Made in Heaven was the name New York artist Jeff Koons gave to his risqué 1991 exhibition. A Match Made in Heaven was also the term I used to describe the food pairing of Boets Nel’s De Krans Tempranillo 2006 with a fighting peri-peri chicken. A pairing that did not go unnoticed – or unrewarded – by Kevin Utian, MD of Nando’s South Africa, who sent me a Nando’s gift card. Many thanks, Kevin! In the meantime, some reflections on lunch with Jeff from Sour Grapes, my book being published by Tafelberg later this month.

Jeff Koons 32 Cherubs
Was it a case of synchronicity that the electrons bearing the news that French authorities are allowing the use of oak chips to flavour their wines arrived shortly after lunch with Jeff Koons? Koons is arguably the most famous living artist who made a name for himself in the eighties with stainless steel sculptures of giant inflatable rabbits and vacuum cleaners standing silently in glass vitrines.

One of the images Koons presented at a lecture at Wits University was a gaily painted bouquet of daisies carved in wood and presented as such. Or was it perhaps “a bunch on fifty assholes?” Which is probably what some French winemakers think of the apparatchiks of the CNAOC (national AOC confederation) who made the decision to permit oak shavings, spinning cones and listing grape cultivars on wines above the Vin de Pays level.
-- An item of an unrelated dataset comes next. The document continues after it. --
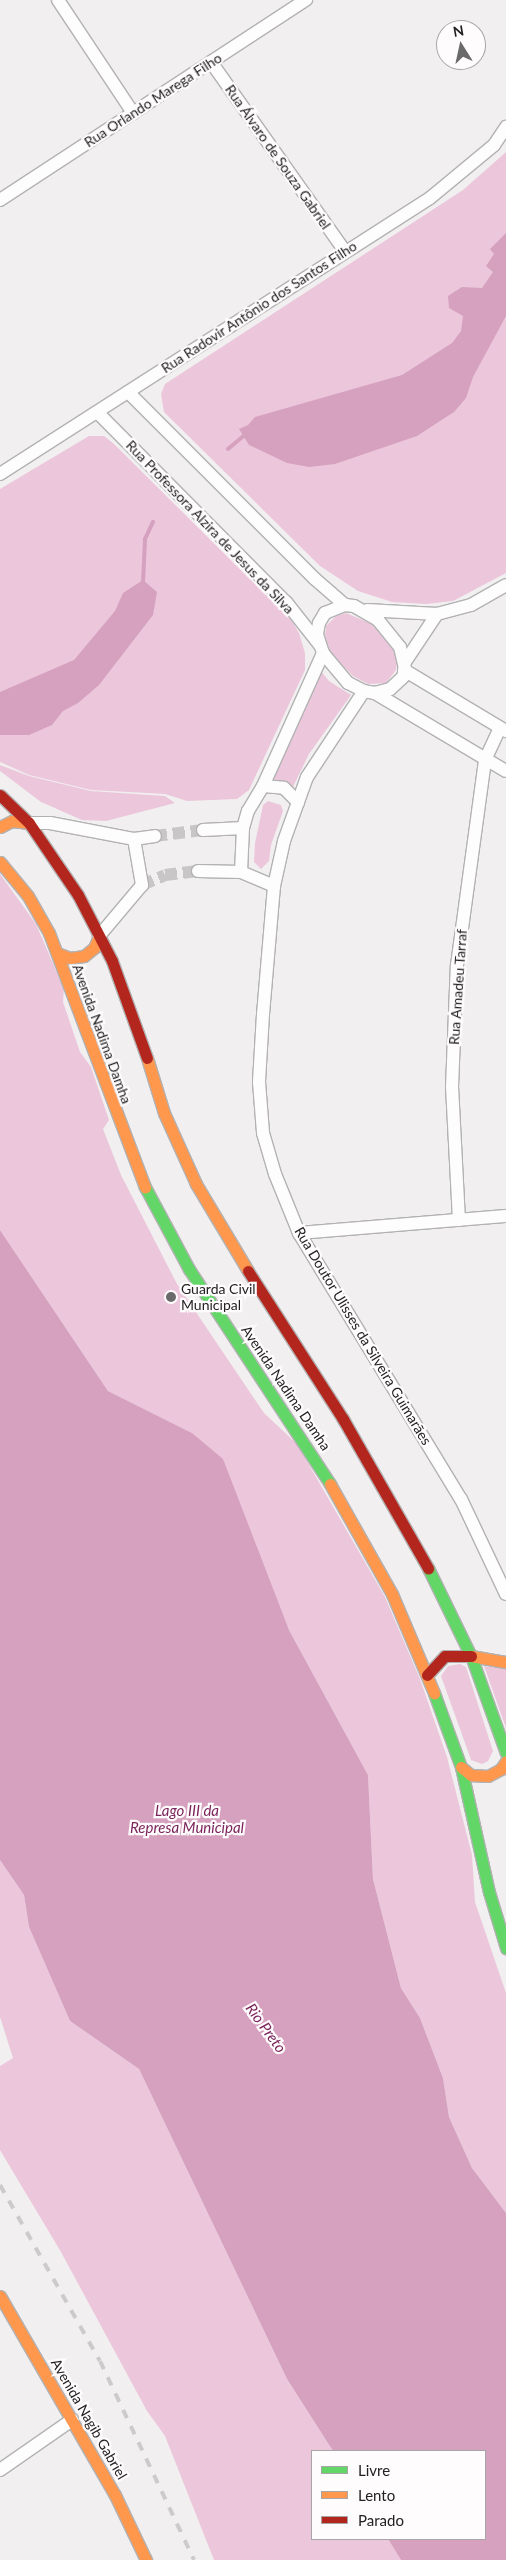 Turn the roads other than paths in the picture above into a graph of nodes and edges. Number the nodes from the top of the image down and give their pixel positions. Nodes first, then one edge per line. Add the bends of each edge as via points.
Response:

Koons had agreed to talk at Wits, as that’s where his wife Justine studied fine art. I’d just bought a digital Dictaphone from Kalahari.net and thought the Koonival was the perfect occasion to try it out. Introduced by Professor Penny “Pinky-Pink” Siopis, the Dictaphone captured her gushing welcome verbatim. But the great man’s address was unintelligible – having had recent well-documented copyright problems, this technological savvy artist was taking no chances, jamming all recordings.

After his standing room-only performance, Penny and her motley crew of Fine Art Profs and hangers-on descended on De Luxe restaurant in Milpark, where another Wits Fine Art graduate, Andrea Burgner, had prepared bowls of cucumber gazpacho and platters of spicy Thai fish cakes and salad.

SA is starting to feature in the Koons iconography. His latest paintings use Cape Town as backdrop for giant cartoon figures Popeye, Olive Oil and the Incredible Hulk. But the highlight of the Koons talk were images from a 1986 exhibition “luxury and degradation” held at the gallery International with Monument on New York’s Lower East Side.

Koons’ idea was brilliant in its simplicity. Starting in one of the poorest neighbourhoods of New York, he took a subway to Grand Central Station, slap bang in the rich core of the Big Apple. Along the way he recorded advertisements for alcohol presented to commuters.

In sub-$10 000 pa neighbourhoods, the text was Spanish; the product advertised Bacardi rum in a casino setting featuring a pair of dice – message: life is a gamble and alcohol is your bet.

Moving up to $25 000 pa, skyscrapers of Dewars whisky bottles mimicked the Manhattan skyline while at $40 000 it was a wild west steam train, faithfully transformed into stainless steel, with a bottle of Jim Beam under the smokestack and another in the caboose.

Arrival at Grand Central was represented by the travel bar: a faithful reproduction (again in stainless steel) of a fifties Tiffany-style picnic basket for alcoholics: cocktail shaker, glasses, decanter will liquor sealed inside and unobtainable without destroying the work. A potent metaphor for the charms of advertising.

Koons remarked that one of the attractions of his fethishistic vacuum cleaners was the wet/dry capability which he likened to Sartre’s being/nothingness. This appropriation of “ready-mades” predictably splits the art world into appalled purists and fans. Probably in the same proportions as the French addition of wood shavings will divide anoraks, or cagoules, as they call them over there.

Hopefully the price of first growths will fall as chips are cheaper than barrels in the same way that a “Rolex” bought on a fifth Avenue sidewalk is much cheaper than one from Tiffany & Co.

Of course a wood chip Bordeaux is not a counterfeit wine – just a manufactured one. And for Koonsians, a kitsch wine. US art critic Clement Greenberg, in his essay Avant-Garde and Kitsch, describes kitsch as “the debased and academicised simulacra of genuine culture”, and while the avant-garde “imitates the processes of art, kitsch imitates the effect.”

Fine wine is no less a cultural artifact than a Koons bunny sculpture or Popeye painting, and Greenberg’s kitsch argument applies to wine. In the same way that Koons appropriates the forms and techniques of classical art to manufacture works that required absolutely no effort on the part of the viewer to “understand” them, so too is wood chip Bordeaux a simulacrum of classic claret and one wine show judges are sure to appreciate.